DESIGN: Observational cohort study.

SETTING: Community.

PARTICIPANTS: Persons aged 65 and older recruited from physician offices and a senior center.

MEASUREMENTS: Stages of change for six ACP behaviors: completion of a living will and healthcare proxy, communication with loved ones regarding use of life-sustaining treatments and quantity versus quality of life, and communication with physicians about these same issues.

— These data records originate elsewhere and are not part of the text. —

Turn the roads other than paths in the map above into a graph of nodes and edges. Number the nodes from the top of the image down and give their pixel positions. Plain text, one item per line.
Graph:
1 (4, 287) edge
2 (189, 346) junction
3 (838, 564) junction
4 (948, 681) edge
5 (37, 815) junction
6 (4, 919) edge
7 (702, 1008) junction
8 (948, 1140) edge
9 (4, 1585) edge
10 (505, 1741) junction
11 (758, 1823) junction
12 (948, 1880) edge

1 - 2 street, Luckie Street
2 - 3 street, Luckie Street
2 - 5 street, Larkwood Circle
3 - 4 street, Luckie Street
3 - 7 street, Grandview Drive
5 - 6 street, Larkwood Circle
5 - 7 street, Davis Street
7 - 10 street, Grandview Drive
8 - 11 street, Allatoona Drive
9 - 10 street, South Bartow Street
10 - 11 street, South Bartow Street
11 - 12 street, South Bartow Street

RESULTS: Readiness to participate in ACP varied widely across behaviors. Whereas between approximately 50% and 60% of participants were in the action or maintenance stage for communicating with loved ones about life-sustaining treatment and completing a living will, 40% were in the precontemplation stage for communicating with loved ones about quantity versus quality of life, and 70% and 75% were in the precontemplation stage for communicating with physicians. Participants were frequently in different stages for different behaviors. Few sociodemographic, health, or psychosocial factors were associated with stages of change for completing a living will, but a broader range of factors was associated with stages of change for communication with loved ones about quantity versus quality of life.

CONCLUSION: Older persons show a range of readiness to engage in different aspects of ACP. Individualized assessment and interventions targeted to stage of behavior change for each component of ACP may be an effective strategy to increase participation in ACP.